#### What you are asked to do
Images aside, return all the entries exactly.

[Data]

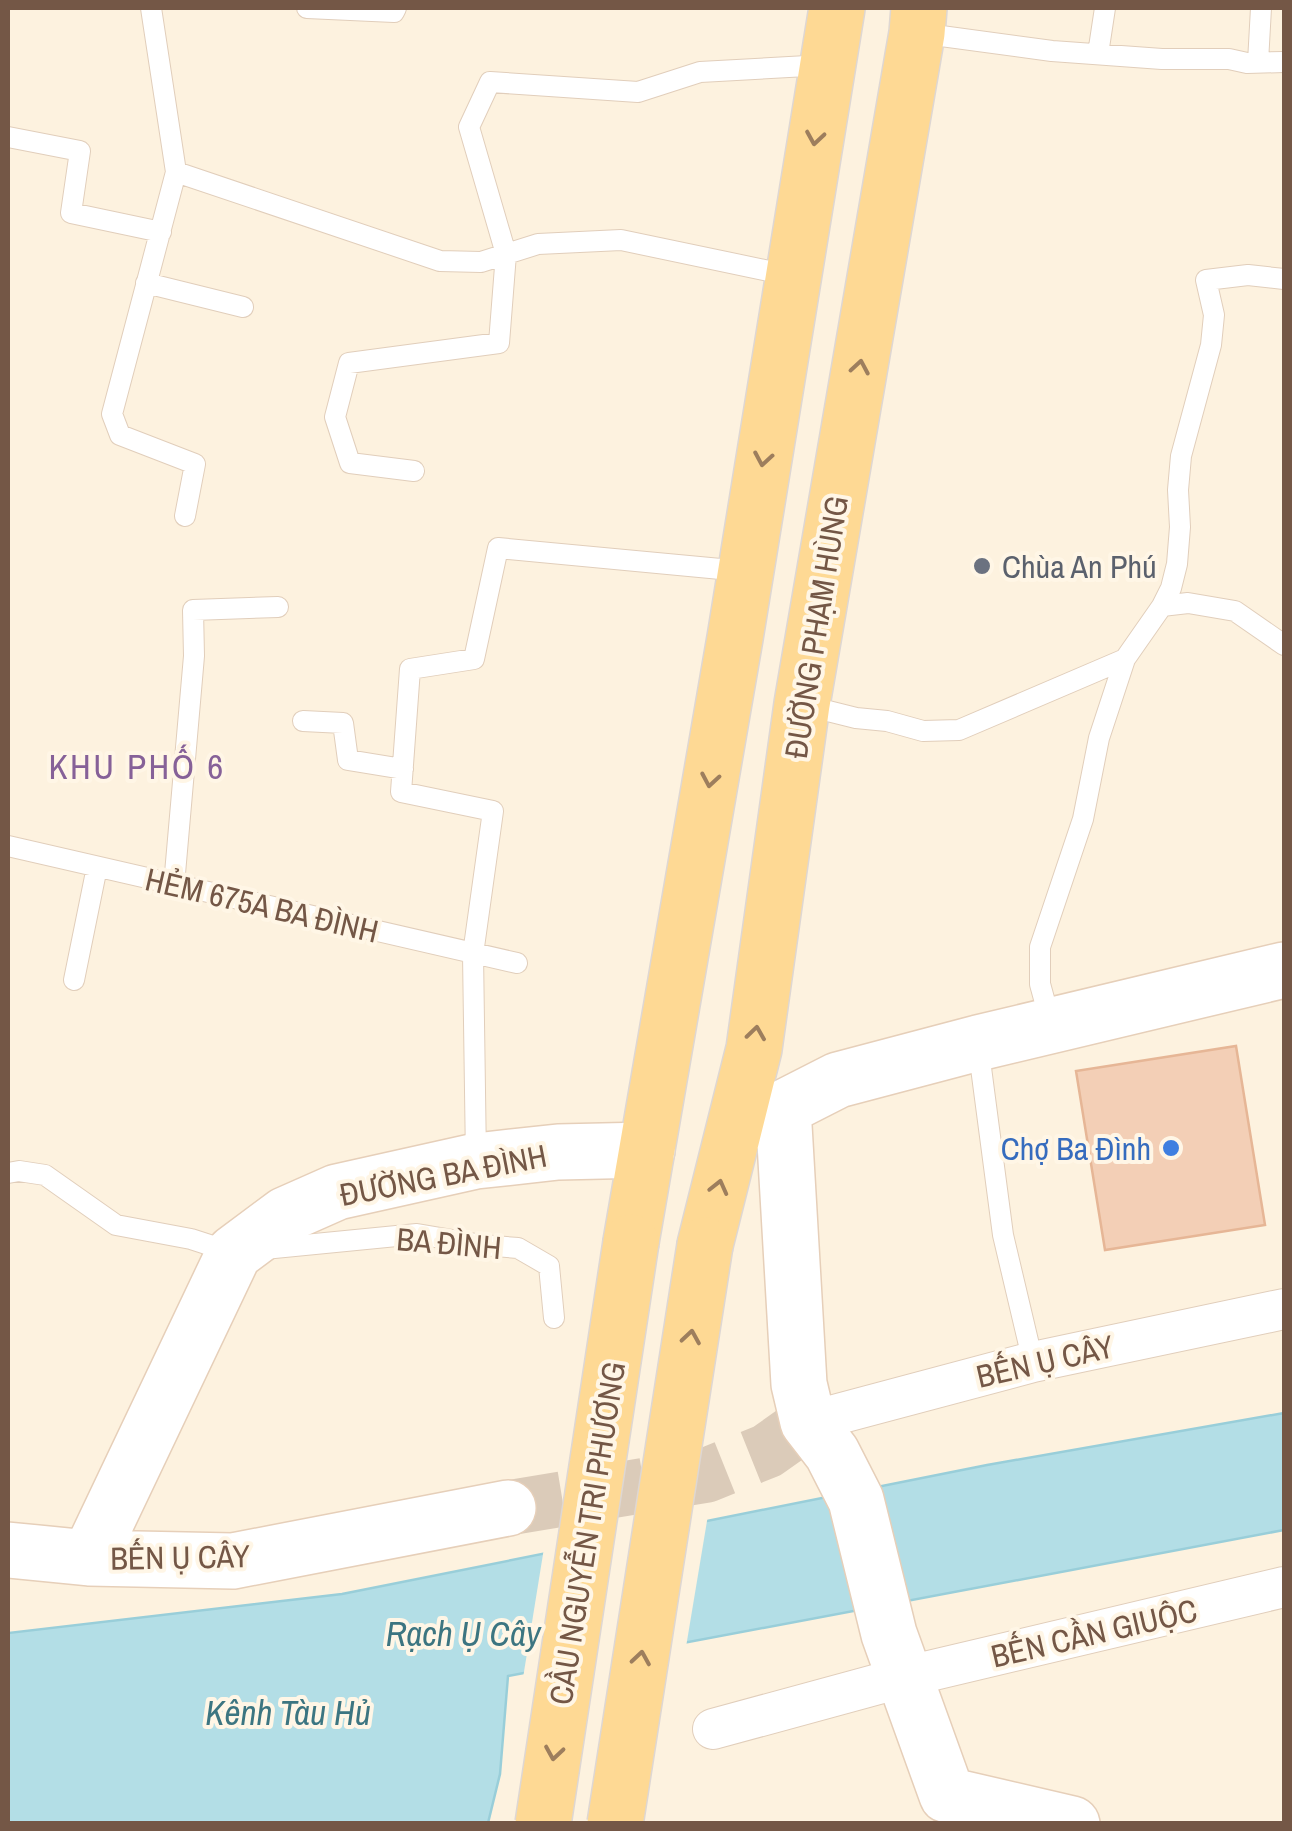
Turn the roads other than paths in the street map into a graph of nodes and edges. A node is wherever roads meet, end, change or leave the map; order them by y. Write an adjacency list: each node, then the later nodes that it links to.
1 (151, 8): 13 (lane)
2 (308, 8): 3 (lane)
3 (396, 8)
4 (837, 8): 11 (main road)
5 (1104, 8): 8 (lane)
6 (1260, 8): 9 (lane)
7 (918, 20): 8 (lane); 27 (main road, ĐƯỜNG PHẠM HÙNG, one-way to 7)
8 (1098, 54): 9 (lane)
9 (1258, 62): 10 (lane)
10 (1284, 62)
11 (827, 65): 15 (lane); 16 (main road, one-way to 16)
12 (8, 137): 14 (lane)
13 (176, 172): 14 (lane); 15 (lane)
14 (160, 232): 18 (lane)
15 (506, 254): 16 (lane); 20 (lane)
16 (794, 276): 22 (main road, one-way to 22)
17 (1284, 279): 23 (lane)
18 (146, 283): 19 (lane); 21 (lane)
19 (243, 307)
20 (414, 471)
21 (185, 516)
22 (744, 571): 29 (lane); 41 (main road, one-way to 41)
23 (1162, 606): 25 (lane); 26 (lane)
24 (278, 608): 32 (lane)
25 (1284, 645)
26 (1125, 660): 27 (lane); 37 (lane)
27 (802, 704): 40 (main road, ĐƯỜNG PHẠM HÙNG, one-way to 27)
28 (303, 721): 29 (lane)
29 (403, 768): 33 (lane)
30 (8, 846): 31 (lane, HẺM 675A BA ĐÌNH)
31 (98, 867): 32 (lane, HẺM 675A BA ĐÌNH); 36 (lane)
32 (174, 885): 33 (lane, HẺM 675A BA ĐÌNH)
33 (473, 954): 34 (lane, HẺM 675A BA ĐÌNH); 42 (lane)
34 (517, 964)
35 (1282, 976): 37 (street)
36 (74, 980)
37 (1042, 1029): 38 (street)
38 (978, 1043): 39 (street); 47 (lane)
39 (784, 1108): 40 (street); 48 (street)
40 (734, 1128): 56 (main road, ĐƯỜNG PHẠM HÙNG, one-way to 40, bridge)
41 (647, 1150): 42 (street, ĐƯỜNG BA ĐÌNH); 55 (main road, CẦU NGUYỄN TRI PHƯƠNG, one-way to 55, bridge)
42 (476, 1162): 44 (street, ĐƯỜNG BA ĐÌNH)
43 (8, 1173): 44 (lane)
44 (234, 1253): 46 (lane, BA ĐÌNH); 51 (street, ĐƯỜNG BA ĐÌNH)
45 (1284, 1309): 47 (street, BẾN Ụ CÂY)
46 (554, 1318)
47 (1034, 1362): 48 (street, BẾN Ụ CÂY)
48 (808, 1422): 53 (street)
49 (508, 1508): 51 (street, BẾN Ụ CÂY)
50 (8, 1550): 51 (street, BẾN Ụ CÂY)
51 (88, 1558)
52 (1284, 1588): 53 (street, BẾN CẦN GIUỘC)
53 (896, 1656): 54 (street, BẾN CẦN GIUỘC); 57 (street)
54 (714, 1729)
55 (543, 1824)
56 (615, 1824)
57 (1072, 1824)

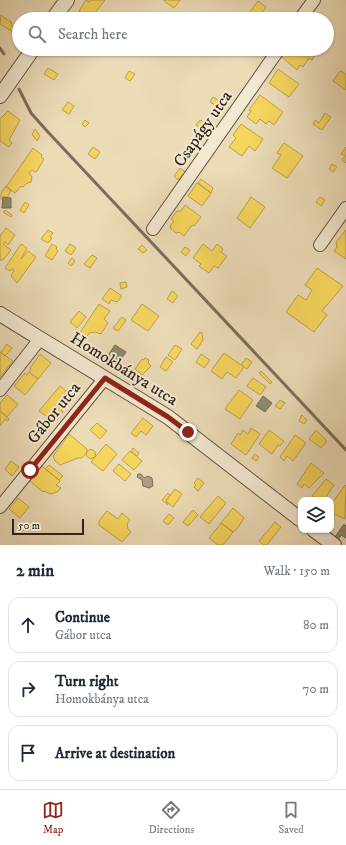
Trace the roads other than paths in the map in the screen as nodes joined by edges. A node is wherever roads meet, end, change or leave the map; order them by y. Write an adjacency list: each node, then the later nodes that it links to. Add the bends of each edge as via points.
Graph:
1 (67, 0): 3 (street)
2 (314, 0): 4 (street)
3 (58, 12)
4 (305, 12)
5 (28, 56): 7 (street)
6 (274, 56): 9 (street, Csapágy utca)
7 (0, 96)
8 (346, 208): 10 (street)
9 (154, 229)
10 (320, 245)
11 (0, 314): 12 (street, Homokbánya utca)
12 (40, 339): 13 (street, Homokbánya utca); 14 (street)
13 (105, 378): 15 (street, Gábor utca); 16 (street, Homokbánya utca, via 168,417)
14 (0, 390)
15 (0, 507)
16 (298, 518)
17 (318, 533): 18 (street)
18 (334, 545)

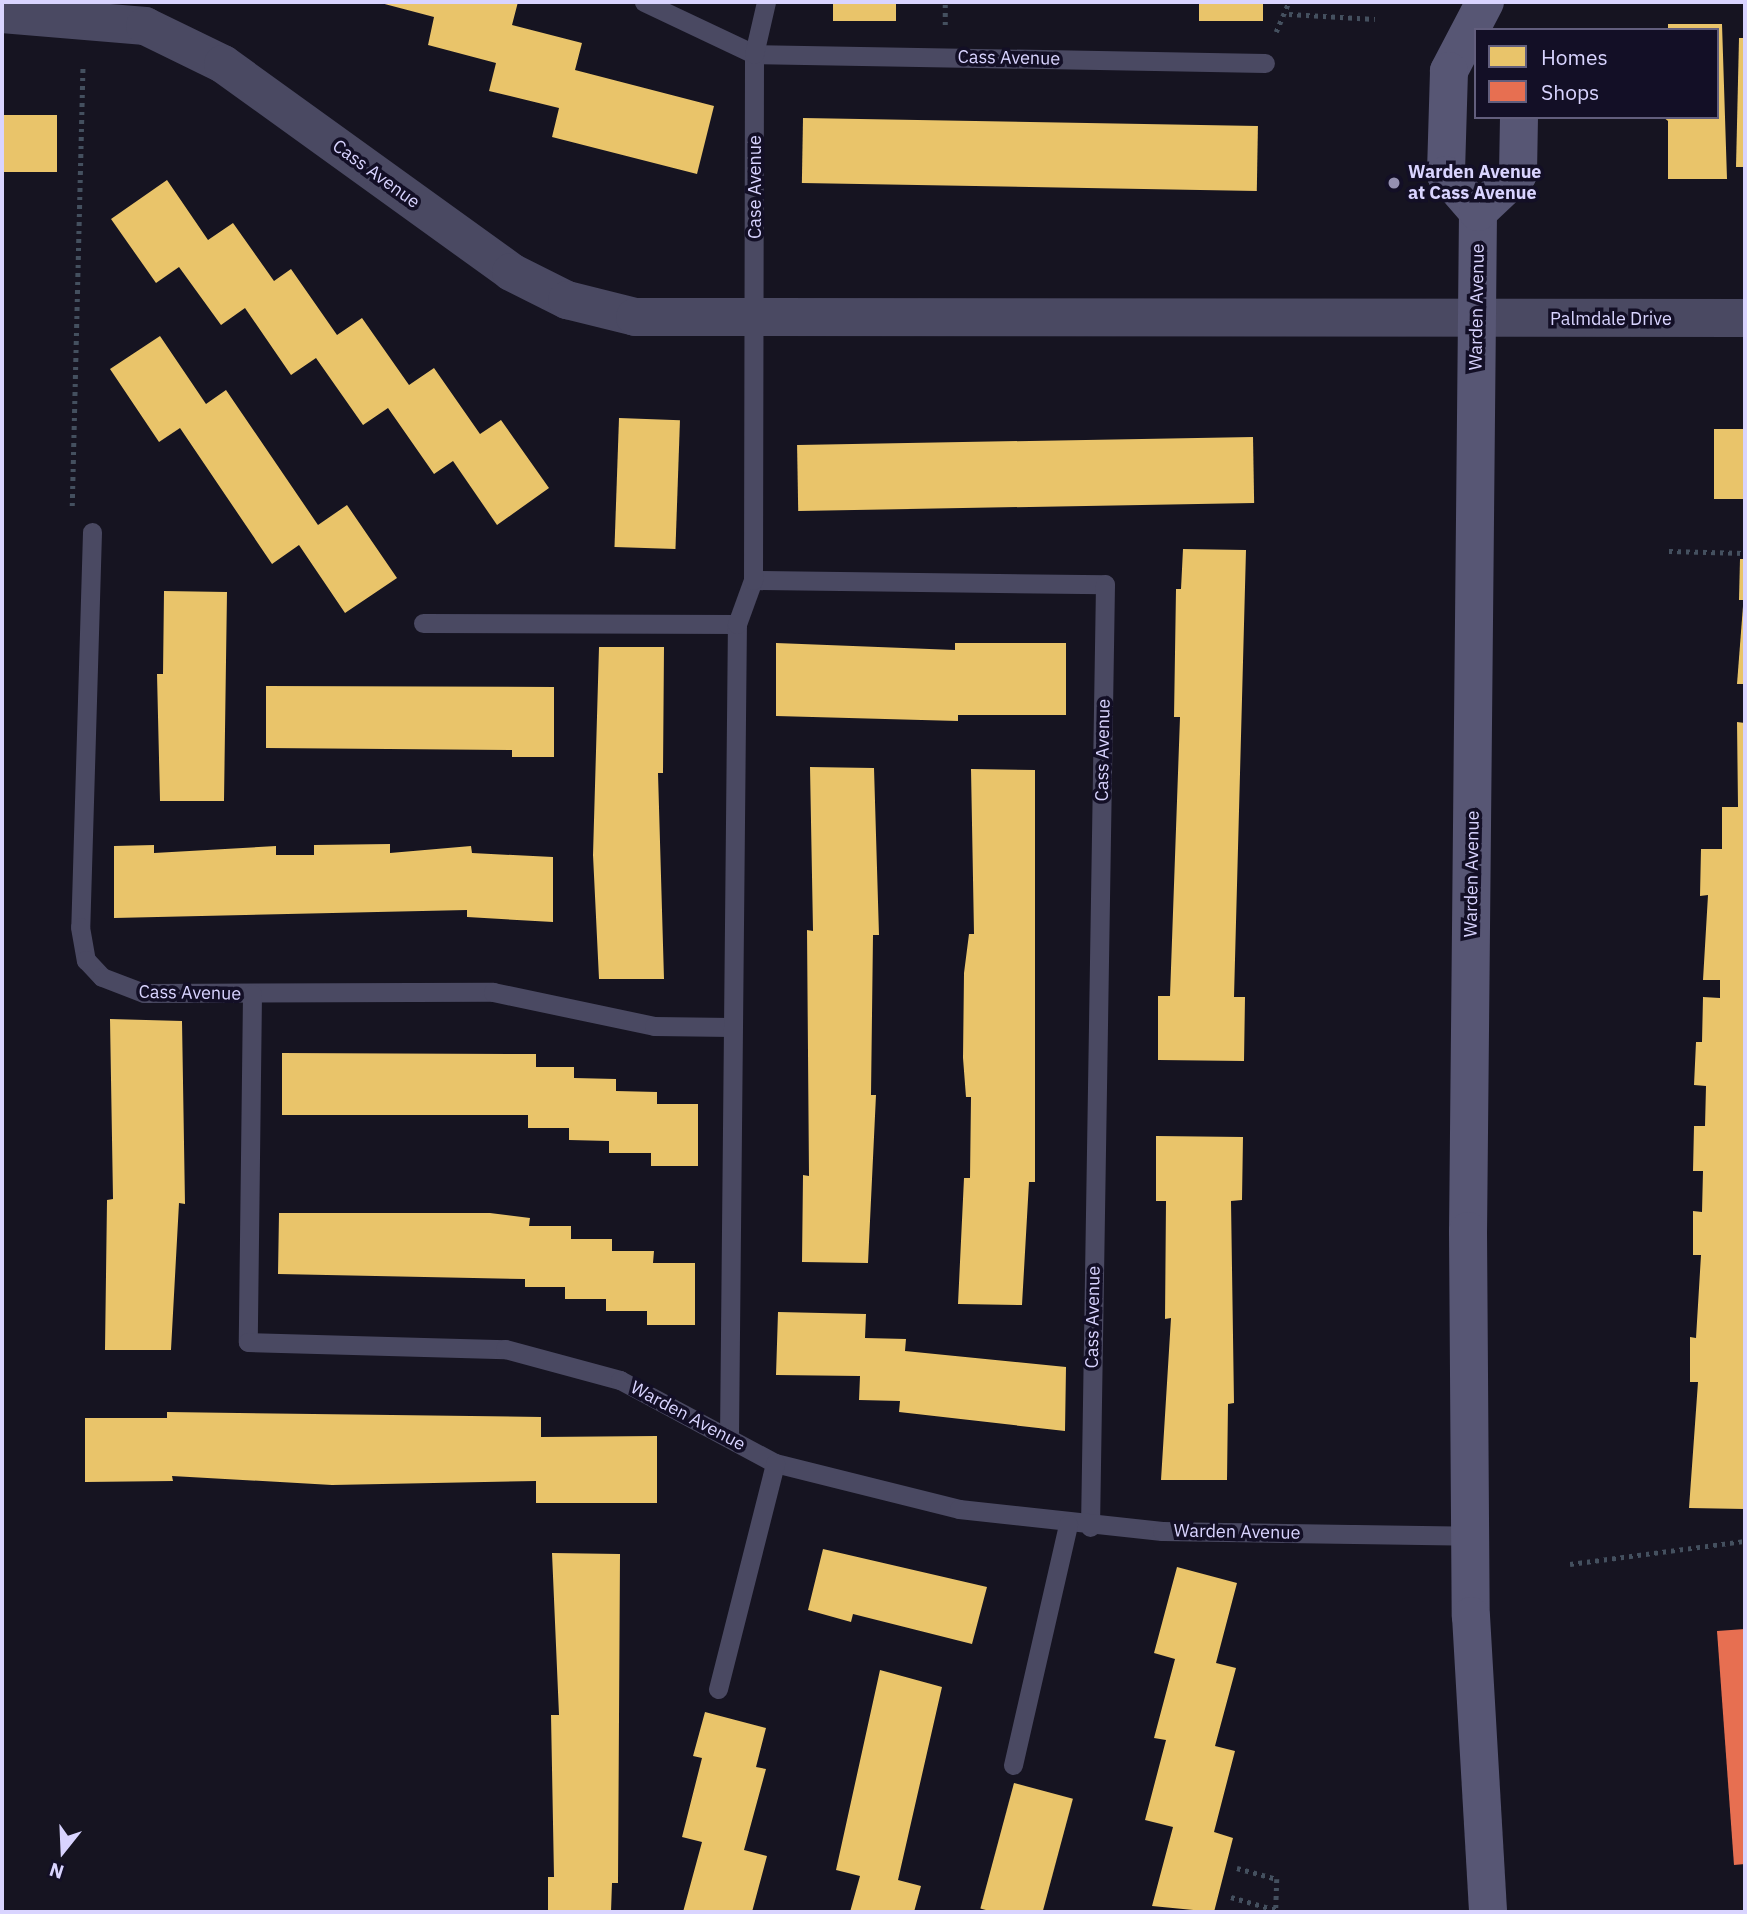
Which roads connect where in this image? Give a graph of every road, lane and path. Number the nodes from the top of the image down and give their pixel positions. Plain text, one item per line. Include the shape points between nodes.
1 (644, 2) edge
2 (766, 2) edge
3 (1485, 2) edge
4 (1491, 2) edge
5 (2, 14) edge
6 (1289, 14) dead end
7 (84, 18) junction
8 (1375, 19) dead end
9 (1505, 28) edge
10 (754, 54) junction
11 (1265, 63) dead end
12 (1519, 119) edge
13 (1478, 212) junction
14 (1745, 318) edge
15 (756, 321) junction
16 (1476, 321) junction
17 (92, 531) joint
18 (1669, 551) dead end
19 (1745, 552) edge
20 (753, 580) junction
21 (424, 623) dead end
22 (737, 624) junction
23 (252, 994) junction
24 (732, 1027) junction
25 (729, 1436) junction
26 (775, 1463) junction
27 (1068, 1524) junction
28 (1090, 1527) junction
29 (1471, 1536) junction
30 (1745, 1541) edge
31 (1570, 1564) dead end
32 (718, 1689) dead end
33 (1013, 1765) dead end
34 (1237, 1868) dead end
35 (1231, 1897) dead end
36 (1276, 1911) edge
37 (1488, 1912) edge

1 - 10 lane, Cass Avenue
2 - 10 lane
3 - 13 main road via 1449,71 1446,175
4 - 9 main road
5 - 7 street, Cass Avenue
6 - 8 path
7 - 15 street, Cass Avenue via 145,26 223,64 511,272 566,300 635,317
7 - 17 path via 71,505
10 - 11 lane, Cass Avenue
10 - 15 lane, Case Avenue
12 - 13 main road via 1518,174
13 - 16 main road, Warden Avenue
14 - 16 street, Palmdale Drive
15 - 16 street, Cass Avenue via 1370,316
15 - 20 lane
16 - 29 main road, Warden Avenue
17 - 23 lane, Cass Avenue via 80,927 86,960 111,984 132,992
18 - 19 path
20 - 22 lane
20 - 28 lane, Cass Avenue via 1105,584
21 - 22 lane
22 - 24 lane
23 - 24 lane, Cass Avenue via 493,992 654,1026
23 - 25 lane, Warden Avenue via 248,1342 505,1349 620,1380
24 - 25 lane
25 - 26 lane, Warden Avenue
26 - 27 lane, Warden Avenue via 959,1508
26 - 32 lane
27 - 28 lane, Warden Avenue
27 - 33 lane
28 - 29 lane, Warden Avenue
29 - 37 main road, Warden Avenue
30 - 31 path
34 - 36 path via 1277,1880
35 - 36 path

[/Data]

#### Reply
Turn the roads other than paths in the street map into a graph of nodes and edges. A node is wherever roads meet, end, change or leave the map; order them by y. Write an adjacency list: each node, then the later nodes that it links to.
1 (151, 8): 13 (lane)
2 (308, 8): 3 (lane)
3 (396, 8)
4 (837, 8): 11 (main road)
5 (1104, 8): 8 (lane)
6 (1260, 8): 9 (lane)
7 (918, 20): 8 (lane); 27 (main road, ĐƯỜNG PHẠM HÙNG, one-way to 7)
8 (1098, 54): 9 (lane)
9 (1258, 62): 10 (lane)
10 (1284, 62)
11 (827, 65): 15 (lane); 16 (main road, one-way to 16)
12 (8, 137): 14 (lane)
13 (176, 172): 14 (lane); 15 (lane)
14 (160, 232): 18 (lane)
15 (506, 254): 16 (lane); 20 (lane)
16 (794, 276): 22 (main road, one-way to 22)
17 (1284, 279): 23 (lane)
18 (146, 283): 19 (lane); 21 (lane)
19 (243, 307)
20 (414, 471)
21 (185, 516)
22 (744, 571): 29 (lane); 41 (main road, one-way to 41)
23 (1162, 606): 25 (lane); 26 (lane)
24 (278, 608): 32 (lane)
25 (1284, 645)
26 (1125, 660): 27 (lane); 37 (lane)
27 (802, 704): 40 (main road, ĐƯỜNG PHẠM HÙNG, one-way to 27)
28 (303, 721): 29 (lane)
29 (403, 768): 33 (lane)
30 (8, 846): 31 (lane, HẺM 675A BA ĐÌNH)
31 (98, 867): 32 (lane, HẺM 675A BA ĐÌNH); 36 (lane)
32 (174, 885): 33 (lane, HẺM 675A BA ĐÌNH)
33 (473, 954): 34 (lane, HẺM 675A BA ĐÌNH); 42 (lane)
34 (517, 964)
35 (1282, 976): 37 (street)
36 (74, 980)
37 (1042, 1029): 38 (street)
38 (978, 1043): 39 (street); 47 (lane)
39 (784, 1108): 40 (street); 48 (street)
40 (734, 1128): 56 (main road, ĐƯỜNG PHẠM HÙNG, one-way to 40, bridge)
41 (647, 1150): 42 (street, ĐƯỜNG BA ĐÌNH); 55 (main road, CẦU NGUYỄN TRI PHƯƠNG, one-way to 55, bridge)
42 (476, 1162): 44 (street, ĐƯỜNG BA ĐÌNH)
43 (8, 1173): 44 (lane)
44 (234, 1253): 46 (lane, BA ĐÌNH); 51 (street, ĐƯỜNG BA ĐÌNH)
45 (1284, 1309): 47 (street, BẾN Ụ CÂY)
46 (554, 1318)
47 (1034, 1362): 48 (street, BẾN Ụ CÂY)
48 (808, 1422): 53 (street)
49 (508, 1508): 51 (street, BẾN Ụ CÂY)
50 (8, 1550): 51 (street, BẾN Ụ CÂY)
51 (88, 1558)
52 (1284, 1588): 53 (street, BẾN CẦN GIUỘC)
53 (896, 1656): 54 (street, BẾN CẦN GIUỘC); 57 (street)
54 (714, 1729)
55 (543, 1824)
56 (615, 1824)
57 (1072, 1824)

Trace the roads other than paths in the map in the screen as nodes joined by edges. A node is wherever roads meet, end, change or leave the map; order them by y. Write an adjacency list: each node, then the later nodes that it links to. Add the bends of each edge as via points.
Graph:
1 (67, 0): 3 (street)
2 (314, 0): 4 (street)
3 (58, 12)
4 (305, 12)
5 (28, 56): 7 (street)
6 (274, 56): 9 (street, Csapágy utca)
7 (0, 96)
8 (346, 208): 10 (street)
9 (154, 229)
10 (320, 245)
11 (0, 314): 12 (street, Homokbánya utca)
12 (40, 339): 13 (street, Homokbánya utca); 14 (street)
13 (105, 378): 15 (street, Gábor utca); 16 (street, Homokbánya utca, via 168,417)
14 (0, 390)
15 (0, 507)
16 (298, 518)
17 (318, 533): 18 (street)
18 (334, 545)

Which roads connect where in this image? Give a graph of every road, lane and path. Number the nodes from the top of the image down and give their pixel positions. Plain text, one item per line. Include the shape points between nodes.
1 (644, 2) edge
2 (766, 2) edge
3 (1485, 2) edge
4 (1491, 2) edge
5 (2, 14) edge
6 (1289, 14) dead end
7 (84, 18) junction
8 (1375, 19) dead end
9 (1505, 28) edge
10 (754, 54) junction
11 (1265, 63) dead end
12 (1519, 119) edge
13 (1478, 212) junction
14 (1745, 318) edge
15 (756, 321) junction
16 (1476, 321) junction
17 (92, 531) joint
18 (1669, 551) dead end
19 (1745, 552) edge
20 (753, 580) junction
21 (424, 623) dead end
22 (737, 624) junction
23 (252, 994) junction
24 (732, 1027) junction
25 (729, 1436) junction
26 (775, 1463) junction
27 (1068, 1524) junction
28 (1090, 1527) junction
29 (1471, 1536) junction
30 (1745, 1541) edge
31 (1570, 1564) dead end
32 (718, 1689) dead end
33 (1013, 1765) dead end
34 (1237, 1868) dead end
35 (1231, 1897) dead end
36 (1276, 1911) edge
37 (1488, 1912) edge

1 - 10 lane, Cass Avenue
2 - 10 lane
3 - 13 main road via 1449,71 1446,175
4 - 9 main road
5 - 7 street, Cass Avenue
6 - 8 path
7 - 15 street, Cass Avenue via 145,26 223,64 511,272 566,300 635,317
7 - 17 path via 71,505
10 - 11 lane, Cass Avenue
10 - 15 lane, Case Avenue
12 - 13 main road via 1518,174
13 - 16 main road, Warden Avenue
14 - 16 street, Palmdale Drive
15 - 16 street, Cass Avenue via 1370,316
15 - 20 lane
16 - 29 main road, Warden Avenue
17 - 23 lane, Cass Avenue via 80,927 86,960 111,984 132,992
18 - 19 path
20 - 22 lane
20 - 28 lane, Cass Avenue via 1105,584
21 - 22 lane
22 - 24 lane
23 - 24 lane, Cass Avenue via 493,992 654,1026
23 - 25 lane, Warden Avenue via 248,1342 505,1349 620,1380
24 - 25 lane
25 - 26 lane, Warden Avenue
26 - 27 lane, Warden Avenue via 959,1508
26 - 32 lane
27 - 28 lane, Warden Avenue
27 - 33 lane
28 - 29 lane, Warden Avenue
29 - 37 main road, Warden Avenue
30 - 31 path
34 - 36 path via 1277,1880
35 - 36 path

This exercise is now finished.